- [Materials provided]:
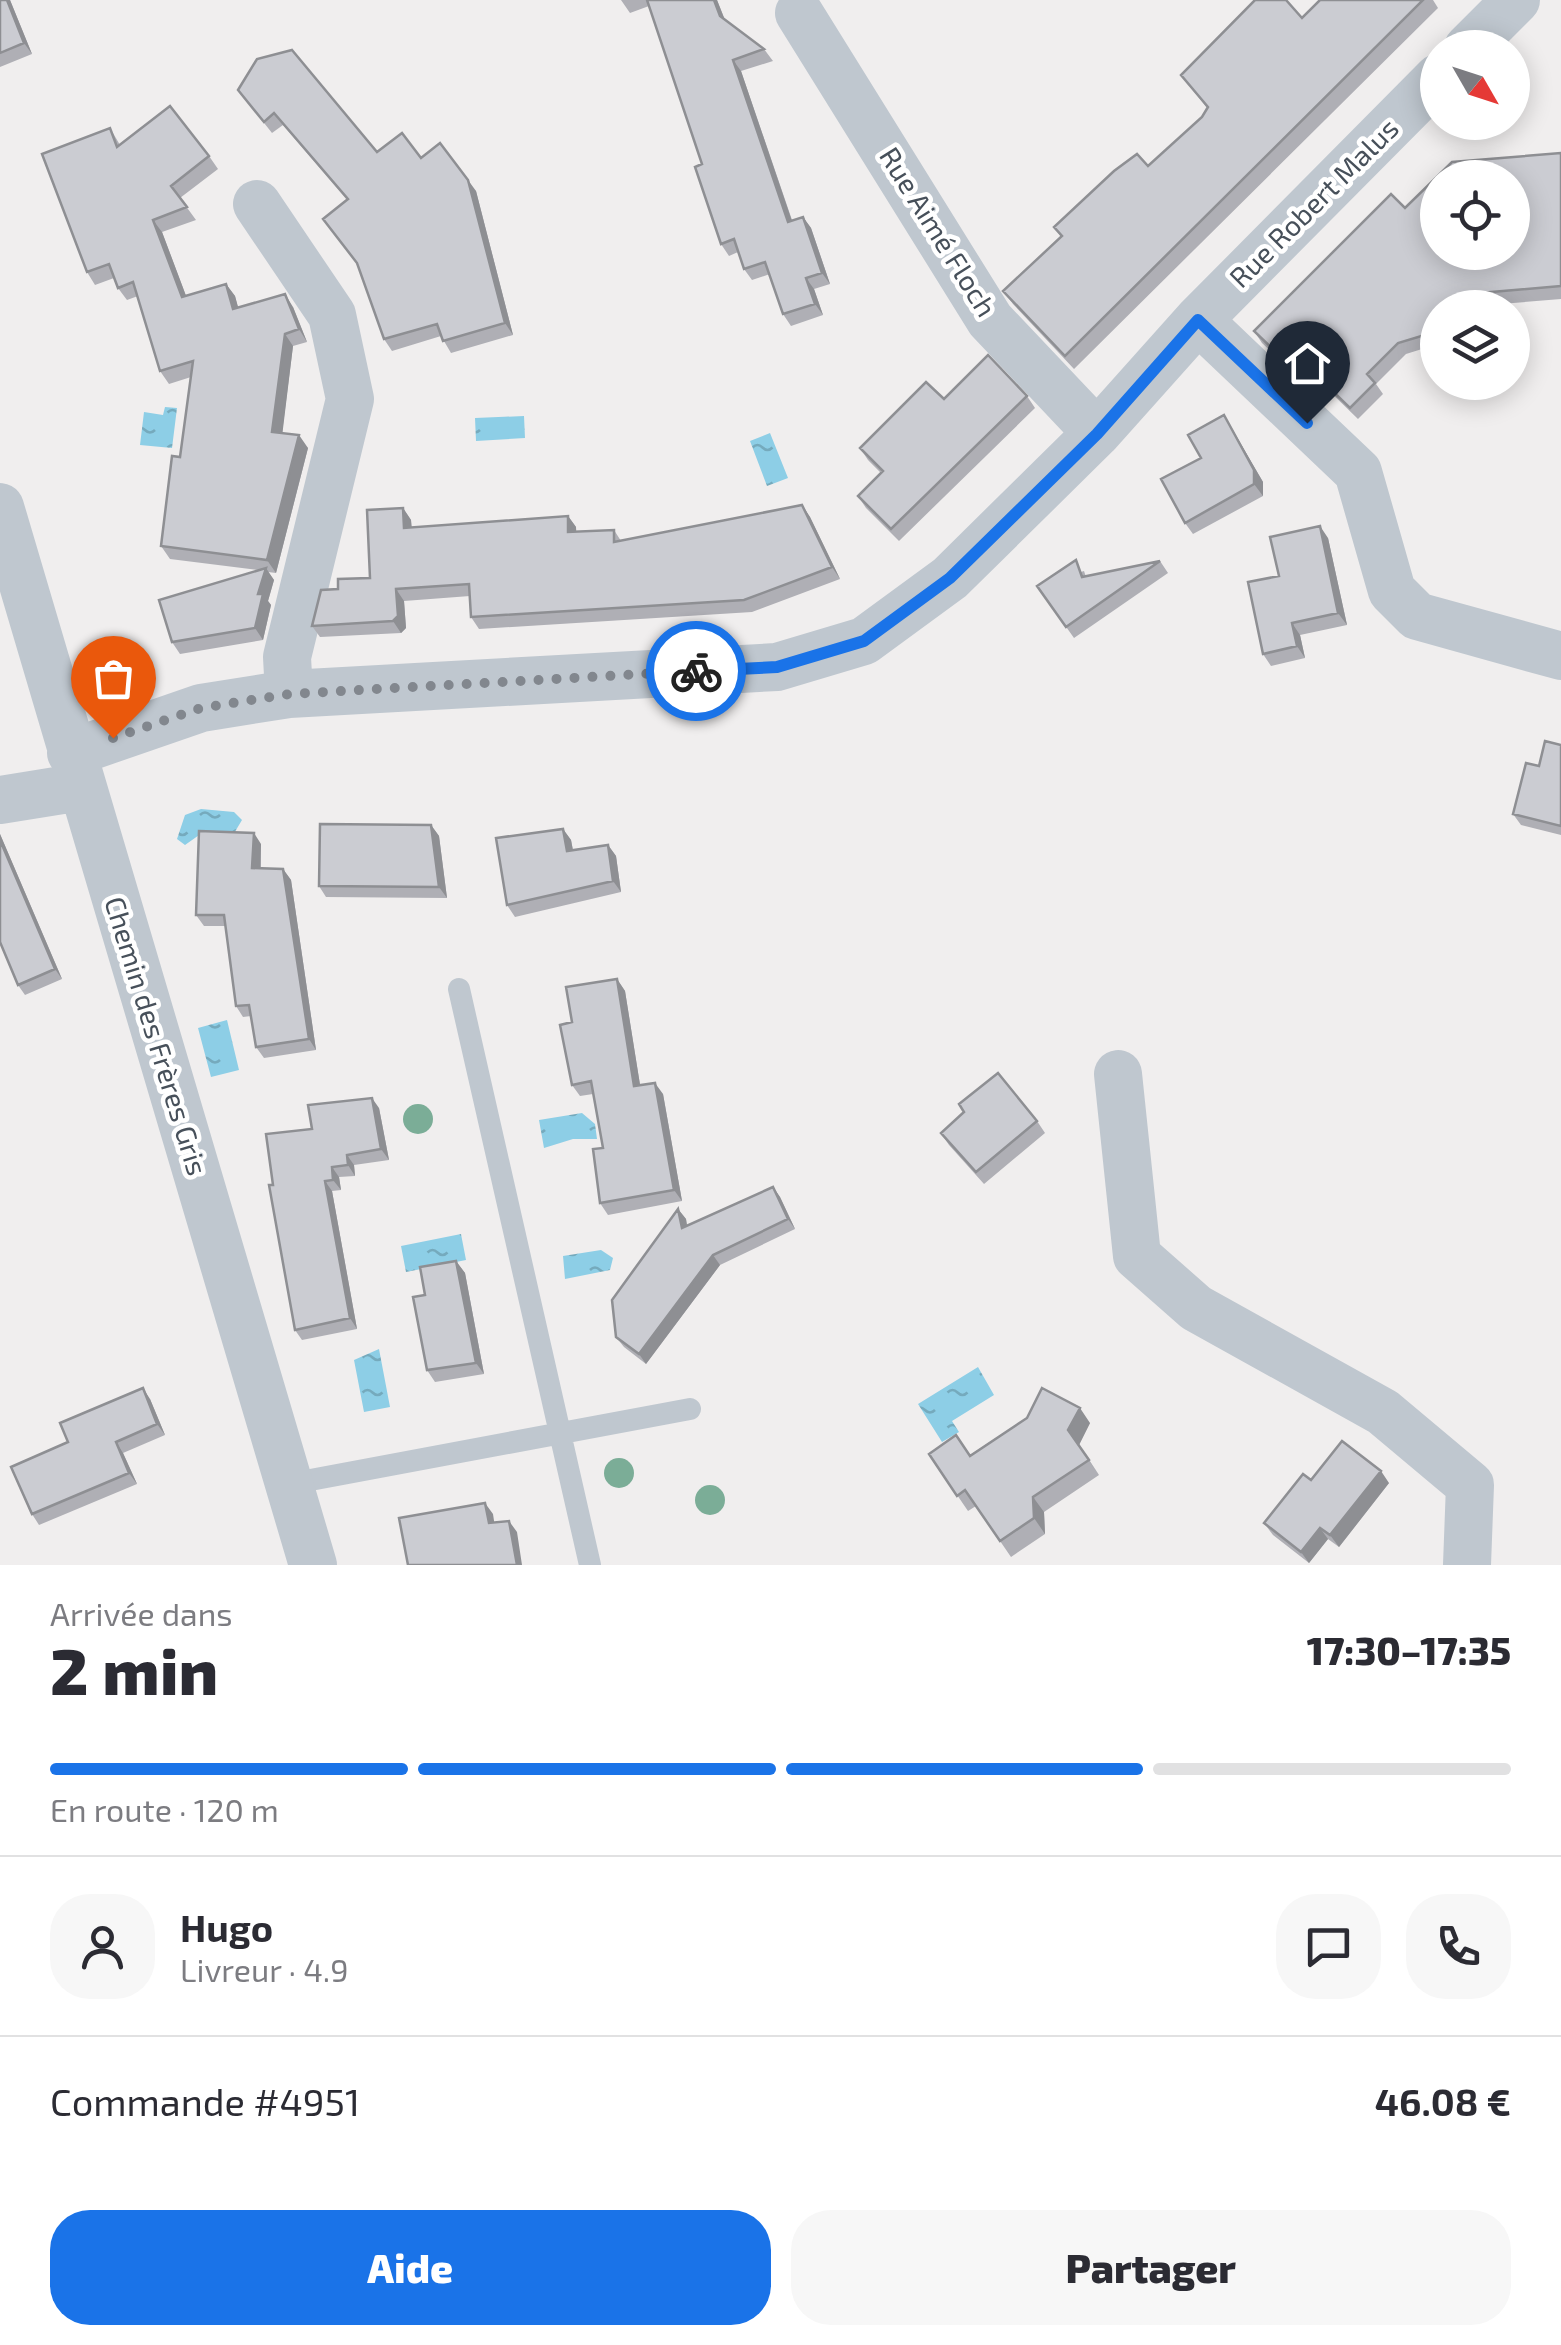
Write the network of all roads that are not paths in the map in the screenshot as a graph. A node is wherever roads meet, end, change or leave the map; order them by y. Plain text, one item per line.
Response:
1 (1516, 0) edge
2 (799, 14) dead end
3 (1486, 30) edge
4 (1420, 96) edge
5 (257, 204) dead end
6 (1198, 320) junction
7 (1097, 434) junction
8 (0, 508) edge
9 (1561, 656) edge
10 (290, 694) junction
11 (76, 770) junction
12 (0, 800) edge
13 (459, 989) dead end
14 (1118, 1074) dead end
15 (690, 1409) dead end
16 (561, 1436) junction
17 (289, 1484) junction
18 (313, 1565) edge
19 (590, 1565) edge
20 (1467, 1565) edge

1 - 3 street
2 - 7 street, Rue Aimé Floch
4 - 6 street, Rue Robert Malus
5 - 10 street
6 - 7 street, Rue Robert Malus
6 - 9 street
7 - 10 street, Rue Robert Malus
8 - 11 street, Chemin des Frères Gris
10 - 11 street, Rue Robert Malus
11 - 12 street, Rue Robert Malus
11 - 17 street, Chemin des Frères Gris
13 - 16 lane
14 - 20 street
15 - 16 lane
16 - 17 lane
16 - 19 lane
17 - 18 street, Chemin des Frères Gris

- [About this task]:
Working from the listing above, retype it exactly but include no images.

- [Result for this exercise]:
Write the network of all roads that are not paths in the map in the screenshot as a graph. A node is wherever roads meet, end, change or leave the map; order them by y. Plain text, one item per line.
Response:
1 (1516, 0) edge
2 (799, 14) dead end
3 (1486, 30) edge
4 (1420, 96) edge
5 (257, 204) dead end
6 (1198, 320) junction
7 (1097, 434) junction
8 (0, 508) edge
9 (1561, 656) edge
10 (290, 694) junction
11 (76, 770) junction
12 (0, 800) edge
13 (459, 989) dead end
14 (1118, 1074) dead end
15 (690, 1409) dead end
16 (561, 1436) junction
17 (289, 1484) junction
18 (313, 1565) edge
19 (590, 1565) edge
20 (1467, 1565) edge

1 - 3 street
2 - 7 street, Rue Aimé Floch
4 - 6 street, Rue Robert Malus
5 - 10 street
6 - 7 street, Rue Robert Malus
6 - 9 street
7 - 10 street, Rue Robert Malus
8 - 11 street, Chemin des Frères Gris
10 - 11 street, Rue Robert Malus
11 - 12 street, Rue Robert Malus
11 - 17 street, Chemin des Frères Gris
13 - 16 lane
14 - 20 street
15 - 16 lane
16 - 17 lane
16 - 19 lane
17 - 18 street, Chemin des Frères Gris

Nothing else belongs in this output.